PyPI - Version PyPI - Python Version Read the Docs CI Tests Codecov CodeQL PRs Welcome GitHub repo size GitHub License

iMML Logo

Overview

iMML is a Python package that provides a robust tool-set for integrating, processing, and analyzing incomplete multi-modal datasets to support a wide range of machine learning tasks. Starting with a dataset containing N samples with K modalities, iMML effectively handles missing data for classification, clustering, data retrieval, imputation and amputation, feature selection, feature extraction and data exploration, hence enabling efficient analysis of partially observed samples.

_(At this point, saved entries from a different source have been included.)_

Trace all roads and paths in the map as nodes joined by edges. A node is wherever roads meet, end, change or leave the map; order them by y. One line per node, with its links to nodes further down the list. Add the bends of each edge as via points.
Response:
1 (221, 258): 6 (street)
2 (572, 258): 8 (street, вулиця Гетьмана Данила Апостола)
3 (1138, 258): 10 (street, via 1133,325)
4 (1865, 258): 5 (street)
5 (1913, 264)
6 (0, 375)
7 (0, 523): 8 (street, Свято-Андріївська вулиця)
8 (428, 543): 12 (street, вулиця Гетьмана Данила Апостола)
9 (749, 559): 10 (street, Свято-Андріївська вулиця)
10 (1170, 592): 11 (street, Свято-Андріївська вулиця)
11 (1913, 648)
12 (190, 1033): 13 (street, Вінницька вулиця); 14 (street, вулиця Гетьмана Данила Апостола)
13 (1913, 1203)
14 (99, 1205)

Overview of iMML for multi-modal learning with incomplete data

Overview of iMML for multi-modal learning with incomplete data.

Background

Multi-modal learning, where diverse data types are integrated and analyzed together, has emerged as a critical field in artificial intelligence. Multi-modal machine learning models that effectively integrate multiple data modalities generally outperform their uni-modal counterparts by leveraging more comprehensive and complementary information. However, most algorithms in this field assume fully observed data, an assumption that is often unrealistic in real-world scenarios.

Motivation

Learning from incomplete multi-modal data has seen an important growth last years. Despite this progress, several limitations still persist. The landscape of available methods is fragmented, largely due to the diversity of use cases and data modalities, which complicates both their application and benchmarking. Systematic use and comparison of the current methods are often hindered by practical challenges, such as incompatible input data formats and conflicting software dependencies. As a result, researchers and practitioners frequently face challenges in choosing a practical method and invest considerable efforts into reconciling codebases, rather than addressing the core scientific questions. This suggests that the community currently lacks robust and standardized tools to effectively handle incomplete multi-modal data.

Key features

To address this gap, we have developed iMML, a Python package designed for multi-modal learning with incomplete data. The key features of this package are:

  • Comprehensive toolkit: iMML offers a broad set of tools for integrating, processing, and analyzing incomplete multi-modal datasets implemented as a single, user-friendly interface to facilitate adoption by a wide community of users. The package includes extensive technical testing to ensure robustness, and thorough documentation enables end-users to apply its functionality effectively.
  • Accessible: iMML makes the tools readily available to the Python community, simplifying their usage, comparison, and benchmarking, and thereby addresses the current lack of resources and standardized methods for handling incomplete multi-modal data.
  • Extensible: iMML provides a common framework where researchers can contribute and integrate new approaches, serving as a community platform for hosting new algorithms and methods.

Installation

Run the following command to install the most recent release of iMML using pip:

pip install imml

Or if you prefer uv, use:

uv pip install imml

Some features of iMML rely on optional dependencies. To enable these additional features, ensure you install the required packages as described in our documentation: https://imml.readthedocs.io/stable/main/installation.html.

Usage

This package provides a user-friendly interface to apply these algorithms to user-provided data. iMML was designed to be compatible with widely-used machine learning and data analysis tools, such as Pandas, NumPy, Scikit-learn, and Lightning AI, hence allowing researchers to apply machine learning models with minimal programming effort. Moreover, it can be easily integrated into Scikit-learn pipelines for data preprocessing and modeling.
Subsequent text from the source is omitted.